Women with higher risk scores that consisted of having
certain genetic variants most strongly linked to breast cancer had an
associated higher risk of breast cancer. These scores were also highly
predictive of estrogen receptor-positive disease, according to a study in the
The Journal of the American Medical Association.
“Findings from genome-wide association studies (GWAS), together
with analyses of specific candidate polymorphisms [gene variations], have
identified a number of variants that are definitely or probably associated with
breast cancer risk. There is also increasing evidence that some genetic factors
have different effects on different subtypes of breast cancer,” the
authors wrote in a press release.
Gillian K. Reeves, PhD, of the Cancer Epidemiology Unit, University of
Oxford, U.K., and colleagues conducted a study to analyze breast cancer risk,
overall and by tumor subtype, in relation to 14 individual single-nucleotide
polymorphisms (SNPs;) and a polygenic (relating to an inheritable character
that is controlled by several genes at once) risk score.

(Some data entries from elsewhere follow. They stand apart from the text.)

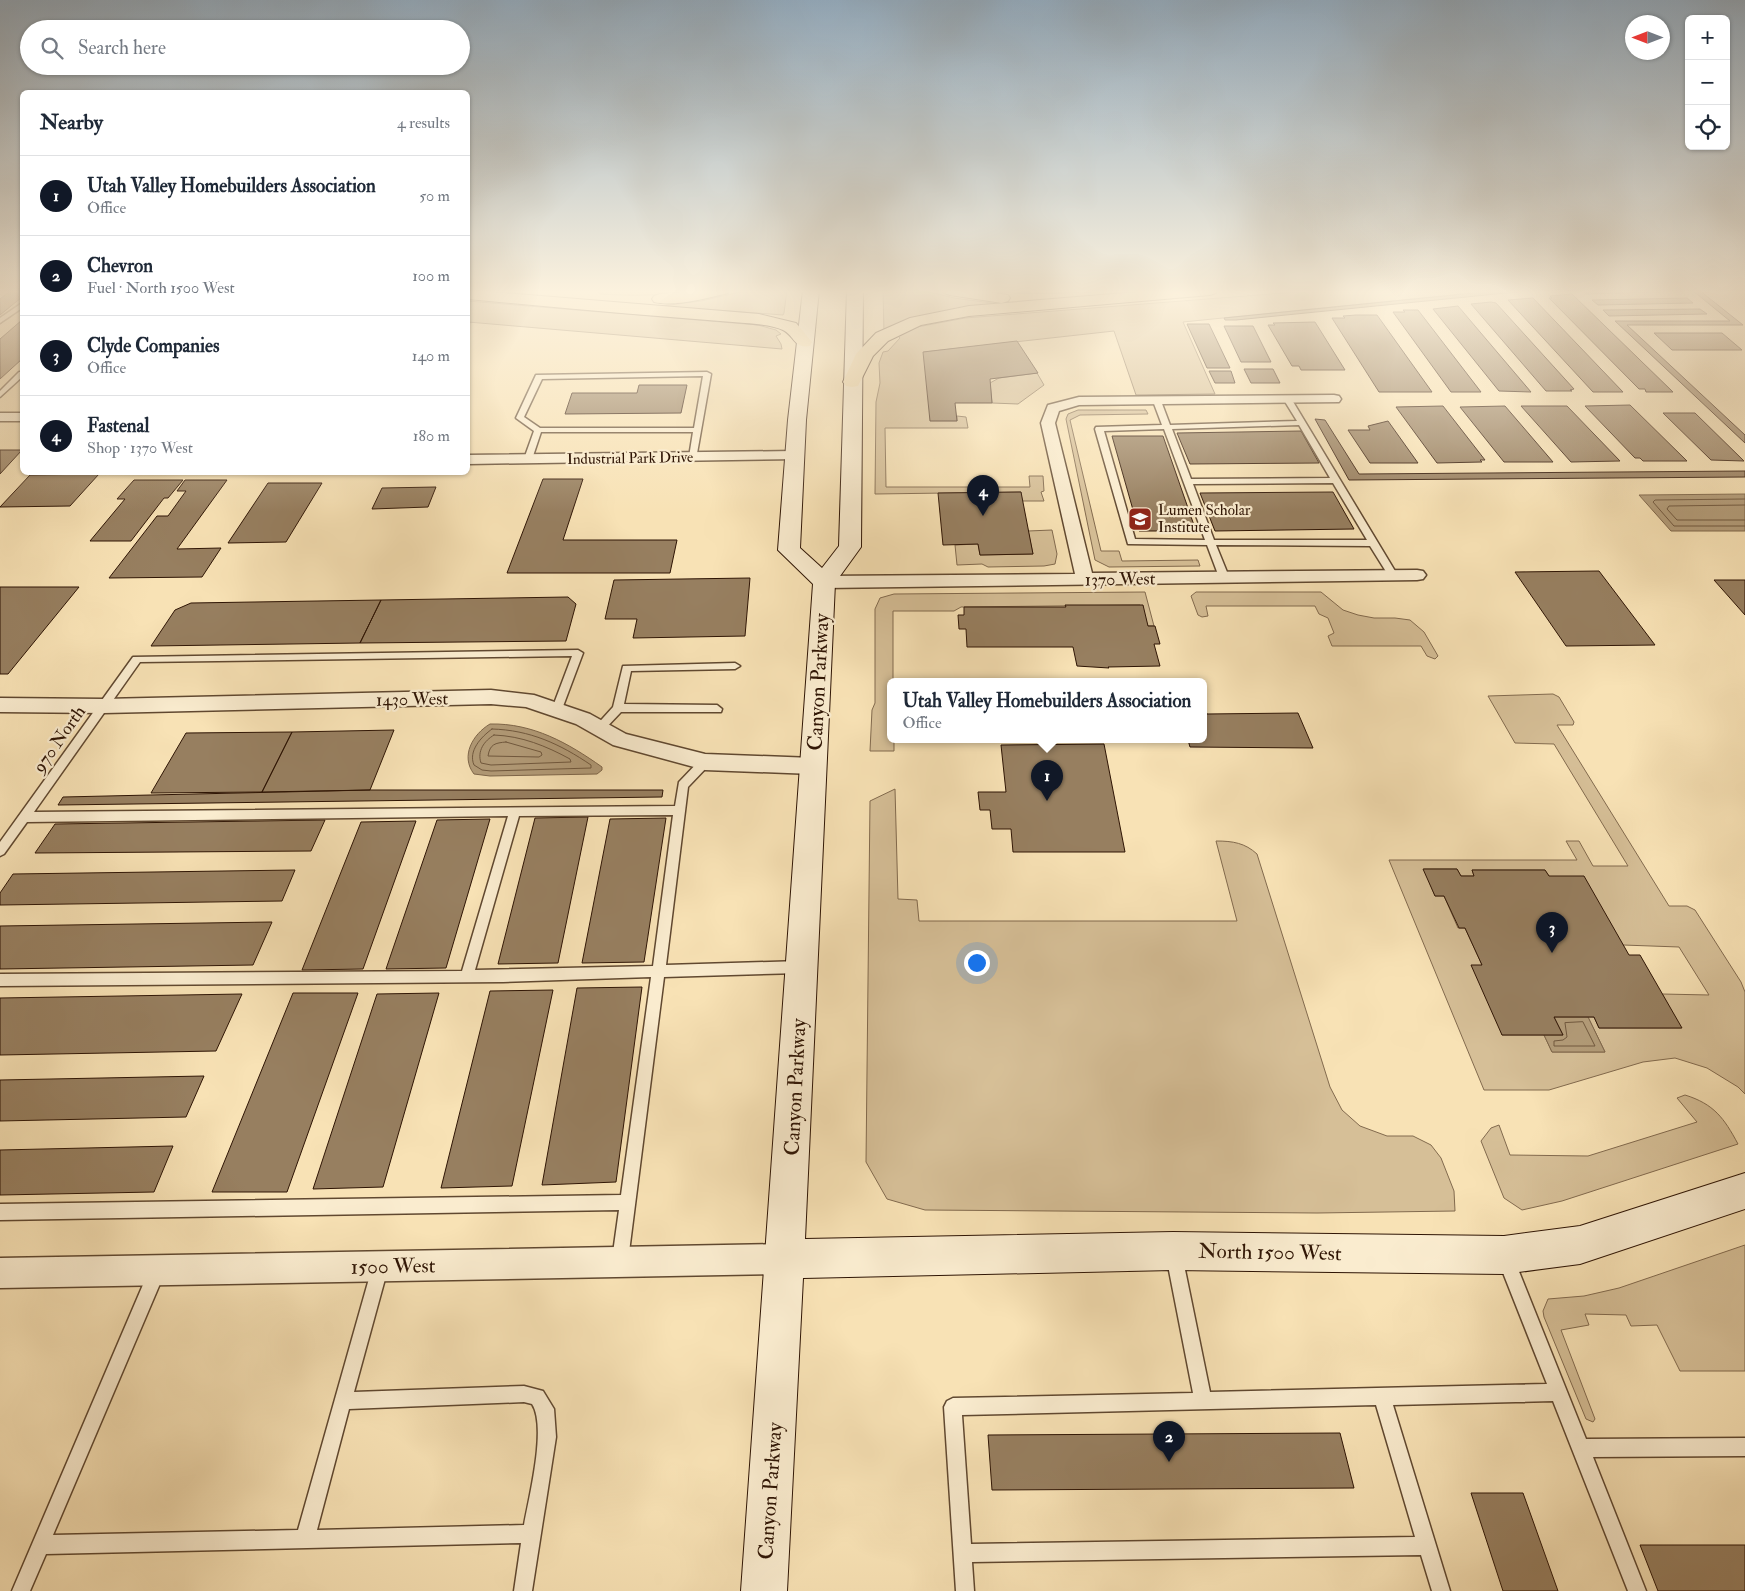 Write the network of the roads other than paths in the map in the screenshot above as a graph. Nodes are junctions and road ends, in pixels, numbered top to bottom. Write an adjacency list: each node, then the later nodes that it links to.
1 (802, 364): 16 (main road)
2 (853, 364): 5 (main road)
3 (860, 364): 5 (highway)
4 (20, 376): 6 (lane)
5 (852, 382): 28 (main road)
6 (0, 395)
7 (1288, 400): 8 (street); 9 (street); 12 (lane)
8 (1334, 400)
9 (1157, 401): 13 (lane); 27 (street)
10 (0, 417): 11 (street)
11 (20, 417)
12 (1302, 424): 13 (lane); 20 (lane)
13 (1167, 427): 21 (lane); 22 (lane)
14 (538, 430): 15 (lane); 15 (lane); 18 (lane)
15 (698, 430): 17 (lane)
16 (794, 456): 17 (street, Industrial Park Drive); 28 (main road)
17 (693, 457): 18 (street, Industrial Park Drive)
18 (528, 459): 19 (street, Industrial Park Drive)
19 (470, 460)
20 (1336, 480): 21 (lane); 23 (lane)
21 (1188, 482): 22 (lane)
22 (1211, 543): 23 (lane); 26 (lane)
23 (1374, 543): 24 (lane)
24 (1393, 576): 25 (street, 1370 West); 26 (street, 1370 West)
25 (1417, 576)
26 (1224, 577): 27 (street, 1370 West)
27 (1085, 579): 28 (street, 1370 West)
28 (824, 582): 37 (main road, Canyon Parkway)
29 (735, 666): 32 (lane)
30 (0, 705): 31 (street, 1430 West)
31 (104, 706): 33 (street, 1430 West); 33 (lane, 970 North); 40 (lane, 970 North)
32 (618, 708): 34 (lane); 35 (lane)
33 (557, 709): 35 (street, 1430 West)
34 (717, 709)
35 (599, 728): 36 (street, 1430 West)
36 (705, 762): 37 (street, 1430 West); 38 (lane)
37 (813, 766): 43 (main road, Canyon Parkway)
38 (680, 810): 39 (lane); 44 (lane)
39 (515, 812): 40 (lane); 45 (lane)
40 (24, 817): 41 (lane, 970 North)
41 (4, 840): 42 (lane, 970 North)
42 (0, 851)
43 (801, 968): 44 (lane); 52 (main road, Canyon Parkway)
44 (658, 971): 45 (lane); 48 (lane)
45 (467, 976): 46 (lane)
46 (0, 980)
47 (1745, 1192): 51 (main road, North 1500 West)
48 (627, 1202): 49 (lane); 53 (lane)
49 (0, 1212)
50 (1172, 1250): 51 (main road, North 1500 West); 52 (main road, North 1500 West); 60 (lane)
51 (1504, 1255): 57 (lane)
52 (785, 1259): 53 (street, 1500 West); 70 (main road, Canyon Parkway)
53 (620, 1262): 54 (street, 1500 West)
54 (380, 1266): 55 (street, 1500 West); 59 (lane)
55 (158, 1270): 56 (street, 1500 West); 65 (lane)
56 (0, 1274)
57 (1558, 1392): 58 (lane); 62 (lane)
58 (1382, 1397): 60 (lane); 66 (lane)
59 (344, 1400): 63 (lane); 64 (lane)
60 (1203, 1400): 67 (lane)
61 (1745, 1447): 62 (lane)
62 (1580, 1448): 73 (lane)
63 (532, 1534): 64 (lane); 69 (lane)
64 (305, 1539): 65 (lane)
65 (40, 1545): 68 (lane)
66 (1428, 1546): 67 (lane); 72 (lane)
67 (962, 1553): 71 (lane)
68 (21, 1591)
69 (523, 1591)
70 (764, 1591)
71 (965, 1591)
72 (1441, 1591)
73 (1637, 1591) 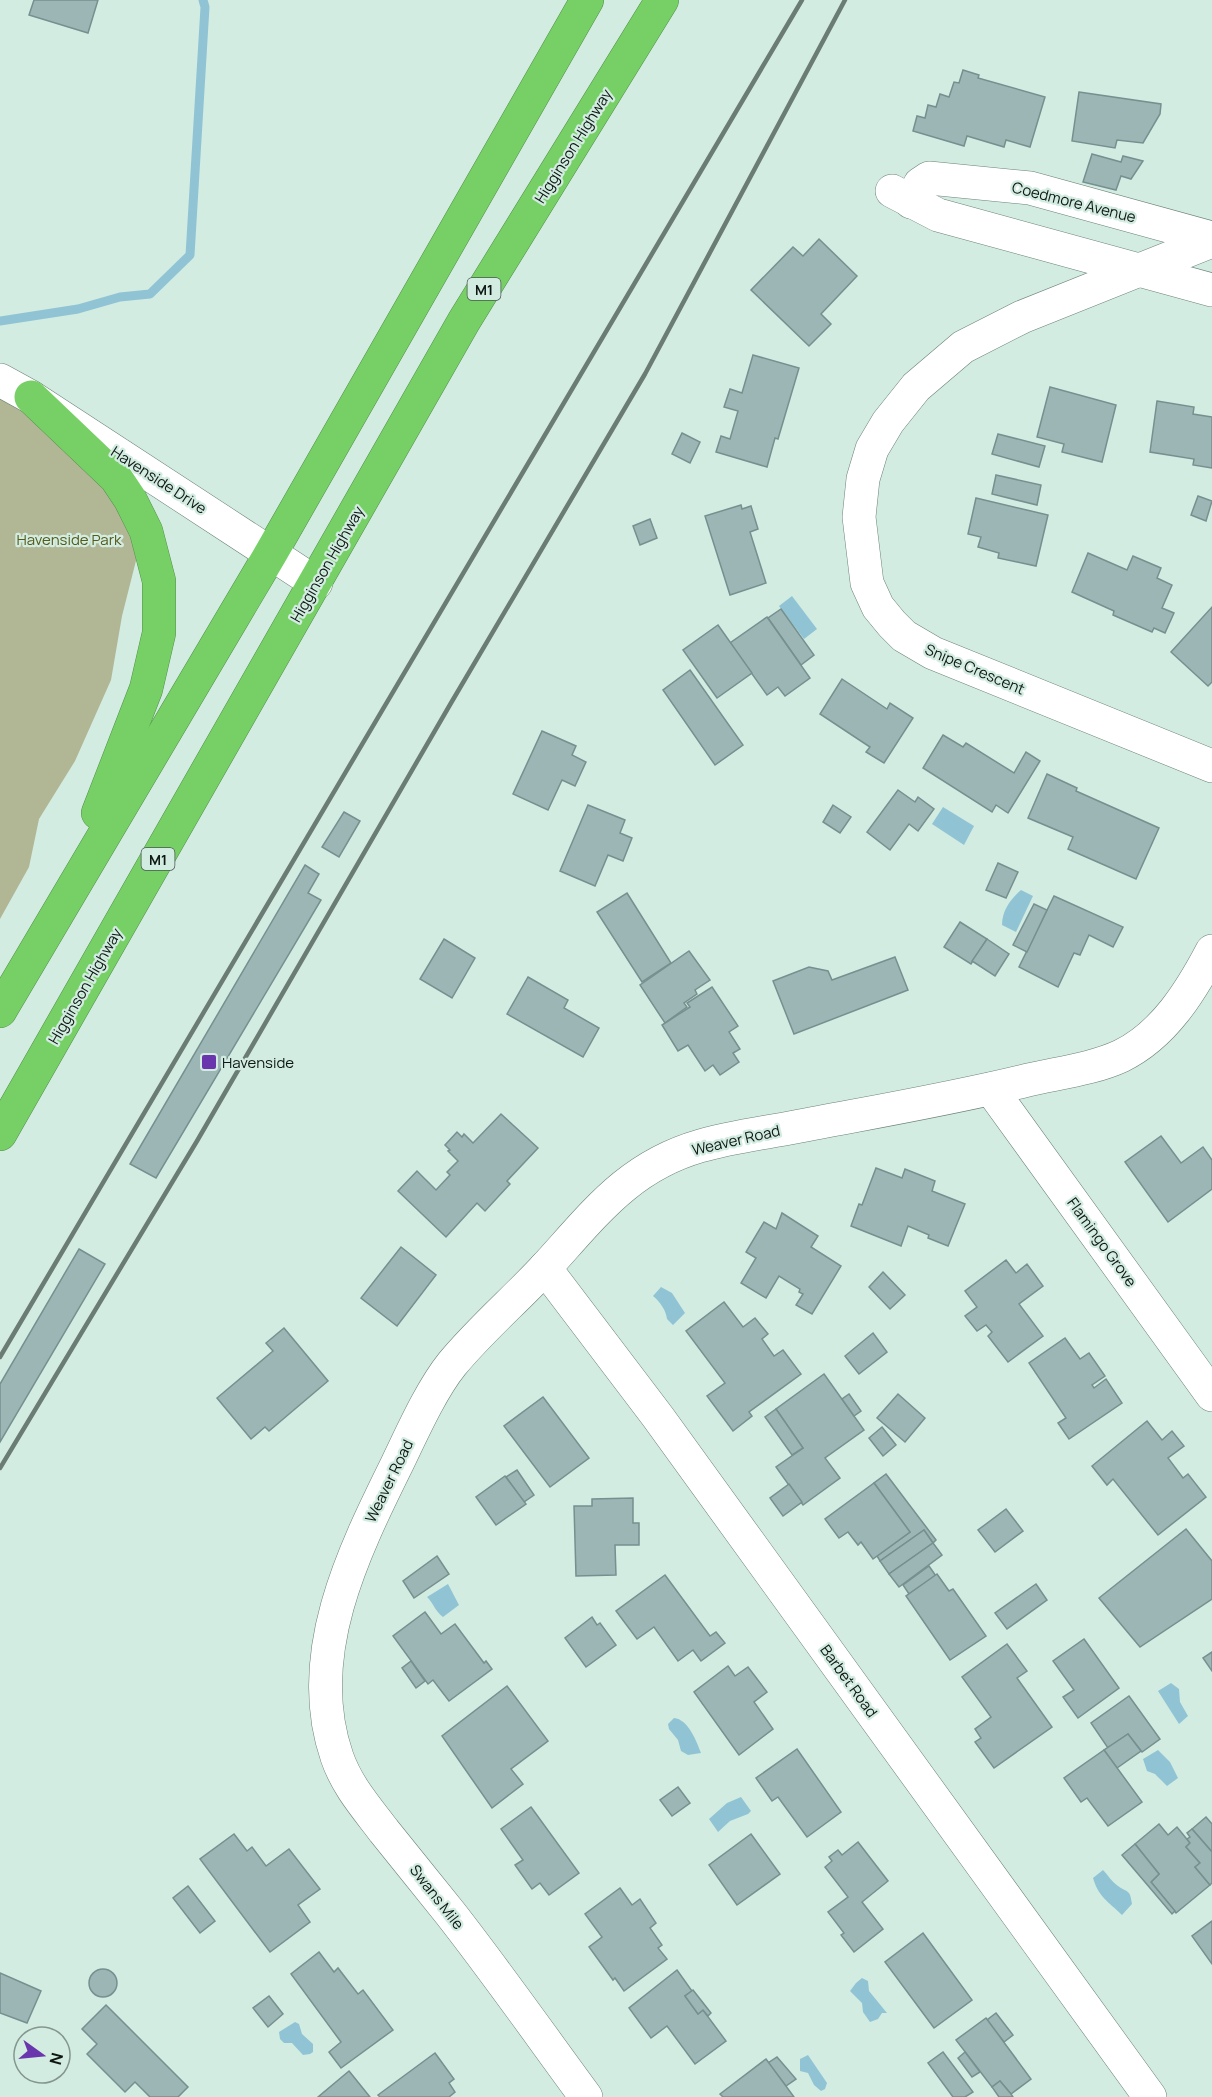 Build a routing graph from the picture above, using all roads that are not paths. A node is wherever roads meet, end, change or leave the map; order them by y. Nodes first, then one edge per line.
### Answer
1 (587, 0) edge
2 (662, 0) edge
3 (1212, 239) edge
4 (1138, 270) junction
5 (1212, 291) edge
6 (0, 380) edge
7 (31, 397) junction
8 (271, 553) junction
9 (316, 583) junction
10 (1212, 766) edge
11 (62, 904) junction
12 (1212, 951) edge
13 (0, 1011) edge
14 (991, 1089) junction
15 (0, 1134) edge
16 (545, 1268) junction
17 (1212, 1395) edge
18 (325, 1681) joint
19 (586, 2097) edge
20 (1150, 2097) edge

1 - 8 highway
2 - 9 highway, Higginson Highway / M1
3 - 4 street, Snipe Crescent
3 - 4 street, Coedmore Avenue
4 - 5 street
4 - 10 street, Snipe Crescent
6 - 7 street, Havenside Drive
7 - 8 street, Havenside Drive
7 - 11 highway
8 - 9 street, Havenside Drive
8 - 11 highway
9 - 15 highway, Higginson Highway / M1
11 - 13 highway
12 - 14 street, Weaver Road
14 - 16 street, Weaver Road
14 - 17 street, Flamingo Grove
16 - 18 street, Weaver Road
16 - 20 street, Barbet Road
18 - 19 street, Swans Mile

The study included
10,306 women with breast cancer (average age at diagnosis, 58 years) and 10,393
women without breast cancer, who in 2005-2008 provided blood samples for
genotyping. The researchers estimated the per-allele odds ratio (OR) for
individual SNPs and the cumulative incidence of breast cancer to age 70 years
in relation to a polygenic risk score based on the 4, 7, or 10 SNPs most
strongly associated with risk.
The researchers found that the OR for breast cancer were greatest for
the SNPs FGFR2-rs2981582 and TNRC9-rs3803662 and, for these 2 SNPs, were
significantly greater for estrogen receptor (ER)-positive than for ER-negative
disease, both in the data of this study and in meta-analyses of other published
data. The next strongest association was for 2q-rs13387042, for which the
per-allele OR was significantly greater for bilateral than unilateral disease
and for lobular than ductal tumors.
“When the effects of the 7 SNPs most strongly associated with
overall breast cancer risk in these data were combined using a polygenic risk
score, the cumulative risk of breast cancer to age 70 years among women in the
top fifth was twice that in the bottom fifth (8.8% vs. 4.4%). Both the relative
and, particularly, the absolute difference was much greater for ER-positive
disease (7.4% vs. 3.4%) than for ER-negative disease (1.4% vs. 1.0%),” the
authors wrote. “In this large study including 10,306 women with breast
cancer and 10,393 without the disease, we confirm that some of the more
important common genetic variants for breast cancer have different effects on
different tumor types.”
“Certain established risk factors for breast cancer have similar,
or even greater, effects on breast cancer incidence than the differences seen
here between women in the highest vs. the lowest fifth of polygenic risk score.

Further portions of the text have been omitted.